● **TASK DETAILS**
If a line in the records below holds the word "ANABOOM", copy it.

(Recorded data)
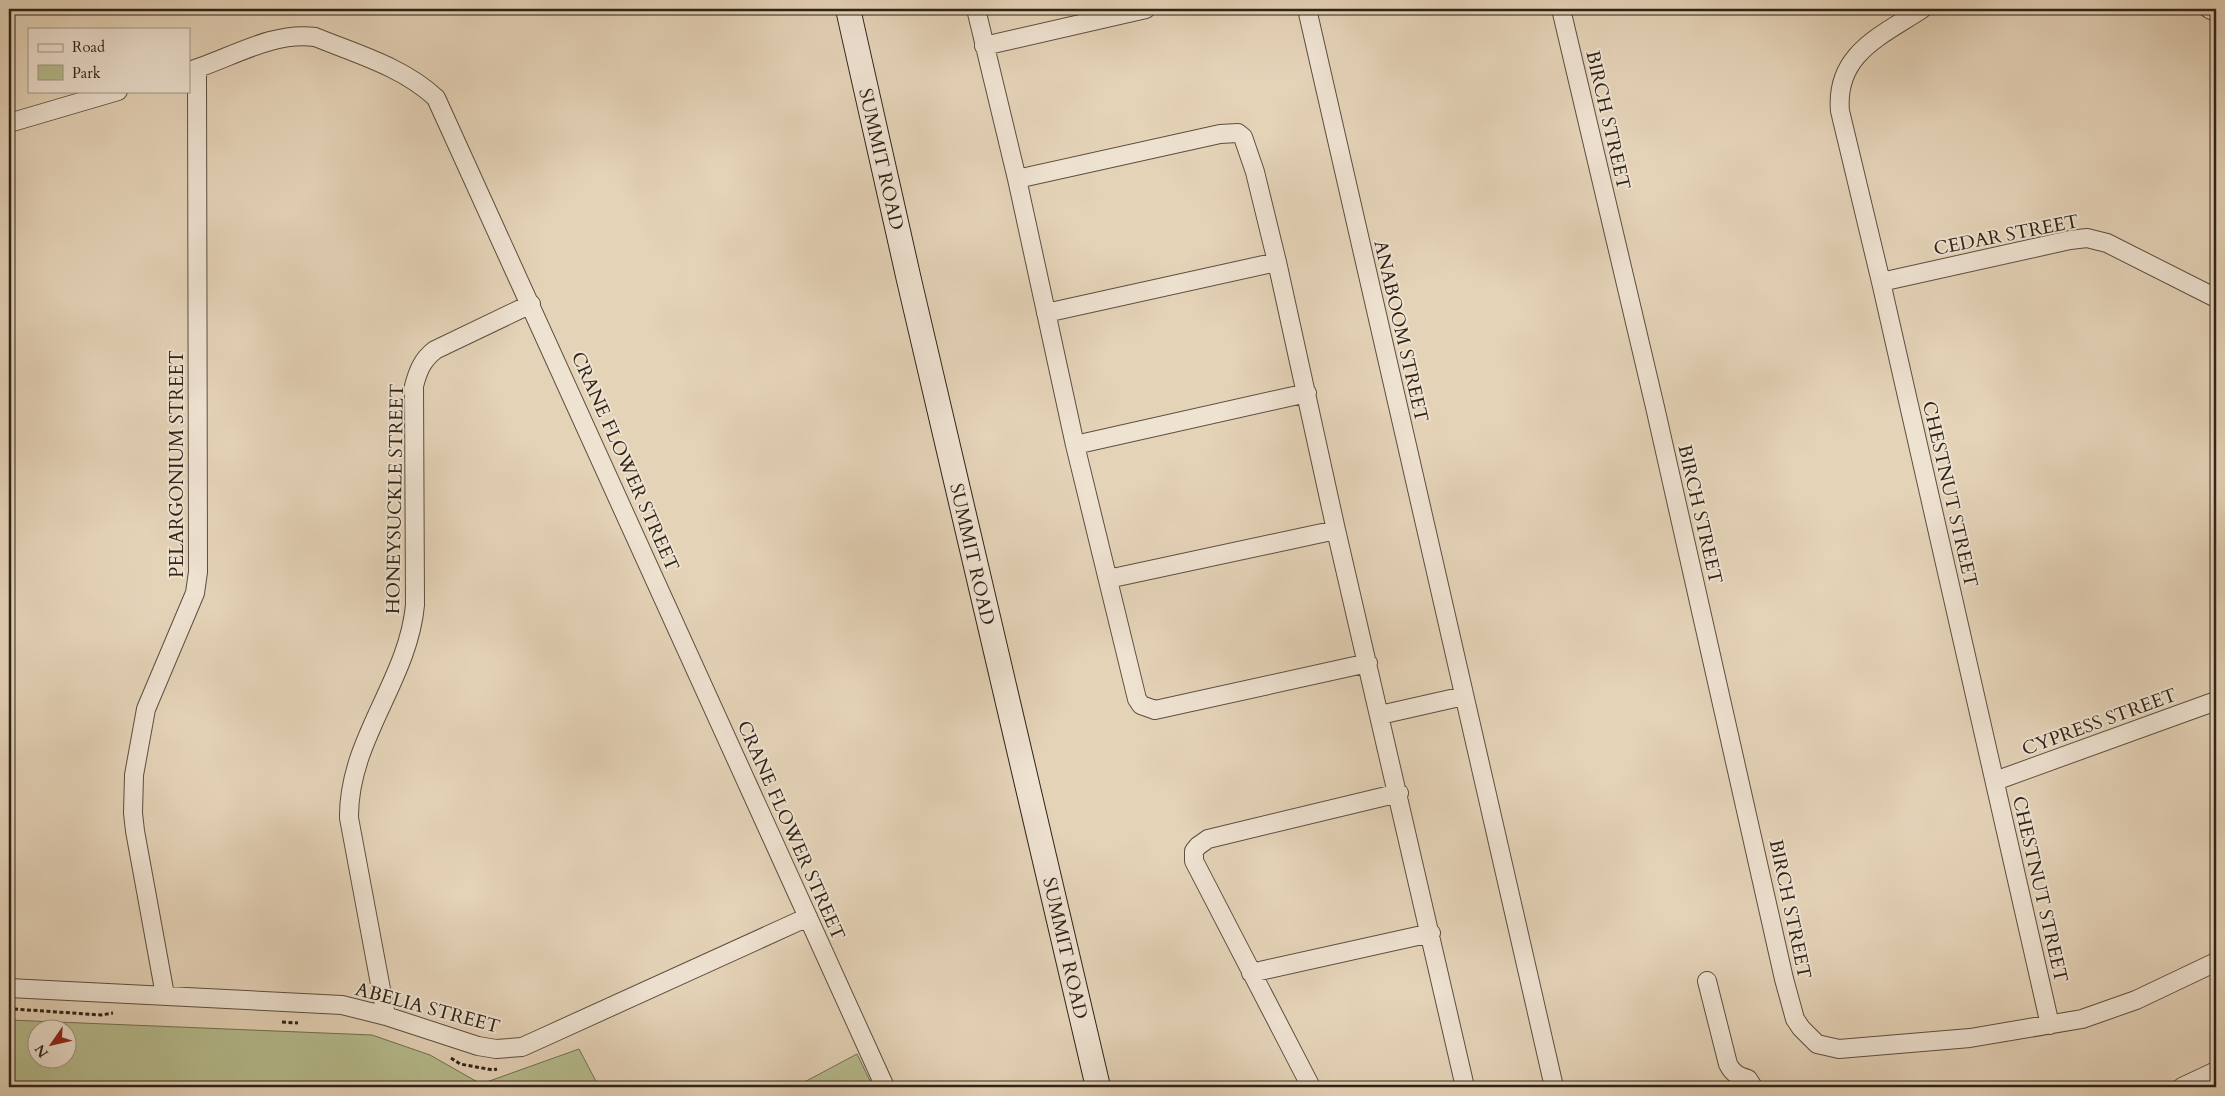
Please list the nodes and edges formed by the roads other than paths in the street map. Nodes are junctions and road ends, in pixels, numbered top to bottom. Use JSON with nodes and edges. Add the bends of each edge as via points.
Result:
{"nodes":[{"id":1,"x":976,"y":9,"type":"edge"},
{"id":2,"x":1146,"y":9,"type":"edge"},
{"id":3,"x":1307,"y":9,"type":"edge"},
{"id":4,"x":1561,"y":9,"type":"edge"},
{"id":5,"x":1922,"y":9,"type":"edge"},
{"id":6,"x":2209,"y":9,"type":"edge"},
{"id":7,"x":2216,"y":12,"type":"edge"},
{"id":8,"x":848,"y":13,"type":"edge"},
{"id":9,"x":984,"y":46,"type":"junction"},
{"id":10,"x":193,"y":69,"type":"edge"},
{"id":11,"x":115,"y":92,"type":"edge"},
{"id":12,"x":9,"y":123,"type":"edge"},
{"id":13,"x":1017,"y":179,"type":"junction"},
{"id":14,"x":1277,"y":262,"type":"junction"},
{"id":15,"x":1881,"y":282,"type":"junction"},
{"id":16,"x":2216,"y":298,"type":"edge"},
{"id":17,"x":532,"y":304,"type":"junction"},
{"id":18,"x":1046,"y":313,"type":"junction"},
{"id":19,"x":1307,"y":393,"type":"junction"},
{"id":20,"x":1075,"y":445,"type":"junction"},
{"id":21,"x":1336,"y":530,"type":"junction"},
{"id":22,"x":1108,"y":579,"type":"junction"},
{"id":23,"x":1368,"y":663,"type":"junction"},
{"id":24,"x":1464,"y":696,"type":"junction"},
{"id":25,"x":2216,"y":701,"type":"edge"},
{"id":26,"x":1380,"y":715,"type":"junction"},
{"id":27,"x":1995,"y":781,"type":"junction"},
{"id":28,"x":1398,"y":793,"type":"junction"},
{"id":29,"x":808,"y":917,"type":"junction"},
{"id":30,"x":1431,"y":933,"type":"junction"},
{"id":31,"x":2216,"y":962,"type":"edge"},
{"id":32,"x":1251,"y":972,"type":"junction"},
{"id":33,"x":1707,"y":981,"type":"dead end"},
{"id":34,"x":9,"y":988,"type":"edge"},
{"id":35,"x":165,"y":995,"type":"junction"},
{"id":36,"x":386,"y":1016,"type":"junction"},
{"id":37,"x":2050,"y":1025,"type":"junction"},
{"id":38,"x":2216,"y":1071,"type":"edge"},
{"id":39,"x":885,"y":1087,"type":"edge"},
{"id":40,"x":1098,"y":1087,"type":"edge"},
{"id":41,"x":1311,"y":1087,"type":"edge"},
{"id":42,"x":1465,"y":1087,"type":"edge"},
{"id":43,"x":1554,"y":1087,"type":"edge"},
{"id":44,"x":1753,"y":1087,"type":"edge"},
{"id":45,"x":2182,"y":1087,"type":"edge"}],
"edges":[{"from":1,"to":9,"type":"street"},
{"from":2,"to":9,"type":"street"},
{"from":3,"to":24,"type":"street","name":"ANABOOM STREET"},
{"from":4,"to":37,"type":"street","name":"BIRCH STREET","via":[[1795,1019],[1817,1044],[1839,1049],[1939,1042]]},
{"from":5,"to":15,"type":"street","name":"CHESTNUT STREET","via":[[1858,54],[1849,64],[1840,85],[1840,111]]},
{"from":6,"to":7,"type":"street"},
{"from":8,"to":40,"type":"main road","name":"SUMMIT ROAD"},
{"from":9,"to":13,"type":"street"},
{"from":10,"to":17,"type":"street","name":"CRANE FLOWER STREET","via":[[262,44],[302,35],[315,36],[422,84],[436,98]]},
{"from":10,"to":35,"type":"street","name":"PELARGONIUM STREET","via":[[198,572],[195,592],[146,710],[134,768],[133,791],[135,831]]},
{"from":11,"to":12,"type":"street"},
{"from":13,"to":14,"type":"street","via":[[1220,134],[1238,133],[1246,143]]},
{"from":13,"to":18,"type":"street"},
{"from":14,"to":18,"type":"street"},
{"from":14,"to":19,"type":"street"},
{"from":15,"to":16,"type":"street","name":"CEDAR STREET","via":[[2087,238],[2106,243]]},
{"from":15,"to":27,"type":"street","name":"CHESTNUT STREET"},
{"from":17,"to":29,"type":"street","name":"CRANE FLOWER STREET"},
{"from":17,"to":36,"type":"street","name":"HONEYSUCKLE STREET","via":[[435,350],[420,367],[414,386],[413,626],[404,655],[360,753],[349,797],[349,818]]},
{"from":18,"to":20,"type":"street"},
{"from":19,"to":20,"type":"street"},
{"from":19,"to":21,"type":"street"},
{"from":20,"to":22,"type":"street"},
{"from":21,"to":22,"type":"street"},
{"from":21,"to":23,"type":"street"},
{"from":22,"to":23,"type":"street","via":[[1134,691],[1141,705],[1150,709]]},
{"from":23,"to":26,"type":"street"},
{"from":24,"to":26,"type":"street"},
{"from":24,"to":43,"type":"street","name":"ANABOOM STREET"},
{"from":25,"to":27,"type":"street","name":"CYPRESS STREET"},
{"from":26,"to":28,"type":"street"},
{"from":27,"to":37,"type":"street","name":"CHESTNUT STREET"},
{"from":28,"to":30,"type":"street"},
{"from":28,"to":32,"type":"street","via":[[1208,840],[1198,846],[1194,851],[1194,861]]},
{"from":29,"to":36,"type":"street","name":"ABELIA STREET","via":[[522,1047],[504,1050],[478,1046]]},
{"from":29,"to":39,"type":"street","name":"CRANE FLOWER STREET"},
{"from":30,"to":32,"type":"street"},
{"from":30,"to":42,"type":"street"},
{"from":31,"to":37,"type":"street","via":[[2106,1012]]},
{"from":32,"to":41,"type":"street"},
{"from":33,"to":44,"type":"street","via":[[1728,1064],[1732,1072],[1748,1079]]},
{"from":34,"to":35,"type":"street","name":"ABELIA STREET"},
{"from":35,"to":36,"type":"street","name":"ABELIA STREET","via":[[335,1005]]},
{"from":38,"to":45,"type":"street"}]}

● **RESPONSE TO THIS EXERCISE**
{"from":3,"to":24,"type":"street","name":"ANABOOM STREET"},
{"from":24,"to":43,"type":"street","name":"ANABOOM STREET"},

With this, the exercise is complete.